Former Treasury Secretary Steven Mnuchin said in 2019 that he would like Congress to approve laws to resolve the cannabis banking problem, pointing out that the IRS is using “cash rooms” as an example for paying taxes from these companies. had to build problem.

CRS also discussed laws that “sought to improve marijuana companies’ access to banking and financial services,” such as the Safe and Fair Enforcement Act (SAFE), which the House passed in 2019, and also as part of two COVID -19 aid packages. “Many financial institutions are unwilling to provide joint banking products and financial services to government-sanctioned marijuana companies because federal law imposes civil and criminal liability on financial institutions that handle marijuana-linked money.”

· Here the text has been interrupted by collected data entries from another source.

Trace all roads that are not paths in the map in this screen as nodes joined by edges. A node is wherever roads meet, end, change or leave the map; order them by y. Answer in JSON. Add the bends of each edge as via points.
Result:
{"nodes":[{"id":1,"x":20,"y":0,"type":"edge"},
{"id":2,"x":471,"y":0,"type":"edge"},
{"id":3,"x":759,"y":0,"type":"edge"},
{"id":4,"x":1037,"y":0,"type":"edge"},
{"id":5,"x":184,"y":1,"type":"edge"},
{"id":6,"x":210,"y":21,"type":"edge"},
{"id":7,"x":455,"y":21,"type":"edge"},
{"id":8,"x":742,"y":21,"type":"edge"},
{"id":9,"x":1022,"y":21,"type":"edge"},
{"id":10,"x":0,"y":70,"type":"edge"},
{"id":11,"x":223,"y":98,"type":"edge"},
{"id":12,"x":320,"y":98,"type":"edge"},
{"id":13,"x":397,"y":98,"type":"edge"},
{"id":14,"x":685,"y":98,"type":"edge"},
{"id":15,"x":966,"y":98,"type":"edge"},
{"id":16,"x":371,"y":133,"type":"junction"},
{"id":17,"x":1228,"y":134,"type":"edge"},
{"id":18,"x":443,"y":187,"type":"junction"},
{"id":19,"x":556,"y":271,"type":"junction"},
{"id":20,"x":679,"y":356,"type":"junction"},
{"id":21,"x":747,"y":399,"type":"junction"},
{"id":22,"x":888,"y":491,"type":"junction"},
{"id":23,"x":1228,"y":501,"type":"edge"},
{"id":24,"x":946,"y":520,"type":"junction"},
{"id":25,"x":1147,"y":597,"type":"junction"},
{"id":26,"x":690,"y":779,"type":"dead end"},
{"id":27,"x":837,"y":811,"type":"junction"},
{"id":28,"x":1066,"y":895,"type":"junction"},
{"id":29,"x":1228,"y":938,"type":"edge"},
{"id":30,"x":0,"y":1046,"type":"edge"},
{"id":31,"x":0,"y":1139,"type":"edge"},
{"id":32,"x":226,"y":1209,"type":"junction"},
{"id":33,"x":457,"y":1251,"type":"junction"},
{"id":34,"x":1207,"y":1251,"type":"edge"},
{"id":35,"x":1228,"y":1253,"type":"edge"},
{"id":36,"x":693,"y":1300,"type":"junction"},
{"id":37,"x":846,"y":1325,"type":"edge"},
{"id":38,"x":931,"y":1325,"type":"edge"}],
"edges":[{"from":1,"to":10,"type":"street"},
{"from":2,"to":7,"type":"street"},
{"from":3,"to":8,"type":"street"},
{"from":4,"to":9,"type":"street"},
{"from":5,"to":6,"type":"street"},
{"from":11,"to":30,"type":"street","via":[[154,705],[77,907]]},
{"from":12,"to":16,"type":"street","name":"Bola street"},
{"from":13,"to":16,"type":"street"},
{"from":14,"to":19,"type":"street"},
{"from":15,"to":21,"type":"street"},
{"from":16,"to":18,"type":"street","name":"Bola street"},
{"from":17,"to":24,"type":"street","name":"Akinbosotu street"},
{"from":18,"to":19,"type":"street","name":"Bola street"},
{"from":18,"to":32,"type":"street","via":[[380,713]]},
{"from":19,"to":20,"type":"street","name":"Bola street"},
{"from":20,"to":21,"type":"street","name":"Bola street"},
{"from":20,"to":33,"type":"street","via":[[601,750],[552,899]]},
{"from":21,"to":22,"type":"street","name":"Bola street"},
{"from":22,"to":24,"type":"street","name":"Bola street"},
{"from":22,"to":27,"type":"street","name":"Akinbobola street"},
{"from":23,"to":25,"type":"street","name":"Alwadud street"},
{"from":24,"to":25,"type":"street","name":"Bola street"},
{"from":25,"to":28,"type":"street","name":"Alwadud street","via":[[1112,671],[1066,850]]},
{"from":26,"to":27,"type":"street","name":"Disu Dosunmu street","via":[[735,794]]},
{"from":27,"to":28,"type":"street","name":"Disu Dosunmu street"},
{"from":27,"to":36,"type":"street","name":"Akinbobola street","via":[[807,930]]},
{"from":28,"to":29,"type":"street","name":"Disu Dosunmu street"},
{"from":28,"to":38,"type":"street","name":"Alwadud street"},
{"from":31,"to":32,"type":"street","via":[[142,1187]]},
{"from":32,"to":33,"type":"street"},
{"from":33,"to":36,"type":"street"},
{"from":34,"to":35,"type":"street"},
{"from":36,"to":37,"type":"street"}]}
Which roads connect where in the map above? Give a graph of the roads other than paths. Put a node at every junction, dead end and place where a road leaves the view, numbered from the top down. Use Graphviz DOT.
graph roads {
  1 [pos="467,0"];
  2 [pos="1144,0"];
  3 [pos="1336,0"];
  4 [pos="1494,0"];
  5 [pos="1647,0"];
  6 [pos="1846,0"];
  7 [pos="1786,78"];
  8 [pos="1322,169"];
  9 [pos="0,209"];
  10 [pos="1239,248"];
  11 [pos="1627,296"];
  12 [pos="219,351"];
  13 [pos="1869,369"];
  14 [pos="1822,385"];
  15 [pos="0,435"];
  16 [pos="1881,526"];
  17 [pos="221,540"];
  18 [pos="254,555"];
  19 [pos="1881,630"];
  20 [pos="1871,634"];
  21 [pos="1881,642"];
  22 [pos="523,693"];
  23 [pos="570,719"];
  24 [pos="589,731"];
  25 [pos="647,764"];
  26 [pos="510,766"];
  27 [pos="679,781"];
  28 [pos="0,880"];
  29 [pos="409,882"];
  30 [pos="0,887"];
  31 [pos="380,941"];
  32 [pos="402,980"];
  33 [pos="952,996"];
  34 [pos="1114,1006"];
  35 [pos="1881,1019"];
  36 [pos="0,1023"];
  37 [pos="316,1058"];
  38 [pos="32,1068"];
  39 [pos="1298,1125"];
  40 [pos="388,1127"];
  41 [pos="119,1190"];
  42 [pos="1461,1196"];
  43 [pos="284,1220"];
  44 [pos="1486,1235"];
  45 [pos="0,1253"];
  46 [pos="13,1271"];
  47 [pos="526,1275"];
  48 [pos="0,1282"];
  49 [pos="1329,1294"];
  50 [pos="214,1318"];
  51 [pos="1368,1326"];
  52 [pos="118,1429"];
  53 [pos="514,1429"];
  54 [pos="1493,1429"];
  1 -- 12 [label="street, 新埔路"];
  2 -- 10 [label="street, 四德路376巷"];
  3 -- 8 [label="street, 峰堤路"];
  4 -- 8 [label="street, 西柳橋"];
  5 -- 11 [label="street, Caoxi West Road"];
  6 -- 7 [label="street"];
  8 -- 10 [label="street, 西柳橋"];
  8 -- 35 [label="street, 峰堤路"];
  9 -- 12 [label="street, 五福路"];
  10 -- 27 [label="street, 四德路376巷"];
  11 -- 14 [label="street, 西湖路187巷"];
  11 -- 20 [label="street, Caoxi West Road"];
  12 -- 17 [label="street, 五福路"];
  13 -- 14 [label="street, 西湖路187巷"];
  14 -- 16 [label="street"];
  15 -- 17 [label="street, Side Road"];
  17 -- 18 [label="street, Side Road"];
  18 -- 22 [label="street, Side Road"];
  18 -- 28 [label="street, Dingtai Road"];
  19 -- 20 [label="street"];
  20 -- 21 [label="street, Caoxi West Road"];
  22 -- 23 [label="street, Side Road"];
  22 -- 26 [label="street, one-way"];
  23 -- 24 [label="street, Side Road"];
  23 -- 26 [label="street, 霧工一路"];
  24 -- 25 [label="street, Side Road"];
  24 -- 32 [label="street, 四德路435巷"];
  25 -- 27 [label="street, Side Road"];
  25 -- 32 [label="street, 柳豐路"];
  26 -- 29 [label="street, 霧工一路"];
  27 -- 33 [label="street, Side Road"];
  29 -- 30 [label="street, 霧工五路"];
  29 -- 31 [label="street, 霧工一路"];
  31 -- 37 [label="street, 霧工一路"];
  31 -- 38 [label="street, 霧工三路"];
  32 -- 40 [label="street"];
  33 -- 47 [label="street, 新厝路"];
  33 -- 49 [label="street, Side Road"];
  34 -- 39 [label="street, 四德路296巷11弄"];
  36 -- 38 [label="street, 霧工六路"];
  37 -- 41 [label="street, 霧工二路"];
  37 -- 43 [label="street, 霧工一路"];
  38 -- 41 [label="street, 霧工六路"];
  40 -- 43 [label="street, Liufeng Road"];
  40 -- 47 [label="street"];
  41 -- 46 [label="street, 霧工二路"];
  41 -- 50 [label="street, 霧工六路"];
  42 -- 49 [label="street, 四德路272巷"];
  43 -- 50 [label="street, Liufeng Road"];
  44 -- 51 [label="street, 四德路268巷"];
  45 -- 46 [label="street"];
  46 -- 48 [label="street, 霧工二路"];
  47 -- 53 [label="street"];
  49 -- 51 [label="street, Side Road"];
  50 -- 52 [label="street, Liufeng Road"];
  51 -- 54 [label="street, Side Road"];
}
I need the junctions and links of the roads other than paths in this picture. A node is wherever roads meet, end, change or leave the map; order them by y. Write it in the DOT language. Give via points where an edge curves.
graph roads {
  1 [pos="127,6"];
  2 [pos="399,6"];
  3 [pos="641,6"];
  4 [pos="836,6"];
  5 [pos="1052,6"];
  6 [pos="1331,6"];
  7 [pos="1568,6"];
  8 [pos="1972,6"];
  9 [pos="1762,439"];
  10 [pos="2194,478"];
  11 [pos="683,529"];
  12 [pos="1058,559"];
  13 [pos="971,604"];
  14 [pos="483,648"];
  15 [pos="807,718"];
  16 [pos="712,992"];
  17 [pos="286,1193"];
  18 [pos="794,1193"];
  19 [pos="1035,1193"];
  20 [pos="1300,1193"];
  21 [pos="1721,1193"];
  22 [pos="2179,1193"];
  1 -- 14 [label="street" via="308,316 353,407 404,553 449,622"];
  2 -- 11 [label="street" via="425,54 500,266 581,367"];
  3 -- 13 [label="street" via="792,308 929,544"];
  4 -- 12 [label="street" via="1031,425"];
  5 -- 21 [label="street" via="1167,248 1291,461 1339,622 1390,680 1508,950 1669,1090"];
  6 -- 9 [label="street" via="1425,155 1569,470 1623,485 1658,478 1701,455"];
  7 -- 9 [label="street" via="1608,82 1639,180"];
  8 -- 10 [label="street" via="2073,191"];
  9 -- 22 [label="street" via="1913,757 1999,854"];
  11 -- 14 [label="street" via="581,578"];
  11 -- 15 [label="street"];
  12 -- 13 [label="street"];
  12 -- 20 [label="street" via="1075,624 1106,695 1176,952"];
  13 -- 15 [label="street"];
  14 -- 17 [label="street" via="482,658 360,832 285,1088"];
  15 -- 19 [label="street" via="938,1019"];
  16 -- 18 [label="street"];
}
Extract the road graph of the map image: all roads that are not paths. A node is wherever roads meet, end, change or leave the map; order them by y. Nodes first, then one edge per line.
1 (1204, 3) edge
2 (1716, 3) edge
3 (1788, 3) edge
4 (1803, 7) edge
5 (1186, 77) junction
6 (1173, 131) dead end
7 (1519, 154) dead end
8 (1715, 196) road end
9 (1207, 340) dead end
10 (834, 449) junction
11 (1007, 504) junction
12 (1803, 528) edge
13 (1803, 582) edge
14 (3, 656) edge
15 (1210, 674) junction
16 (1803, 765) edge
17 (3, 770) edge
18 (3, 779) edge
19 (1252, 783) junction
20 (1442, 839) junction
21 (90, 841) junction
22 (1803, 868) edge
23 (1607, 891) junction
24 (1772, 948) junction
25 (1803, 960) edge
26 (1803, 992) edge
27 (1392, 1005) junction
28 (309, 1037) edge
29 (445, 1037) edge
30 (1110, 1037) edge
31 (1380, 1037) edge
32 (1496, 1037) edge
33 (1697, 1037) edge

While there may be this reluctance, federal data released earlier this month shows that the number of banks and credit unions saying they serve marijuana companies appears to be stabilizing.

These numbers fell continuously for three quarters in a row – partly due to revised reporting requirements of the Financial Crimes Enforcement Network (FinCEN) and also due to the coronavirus pandemic. However, the latest report signals that the trend is taking off.

Legislators in the Senate and House of Representatives have tabled new bills in recent days to address the marijuana banking problem.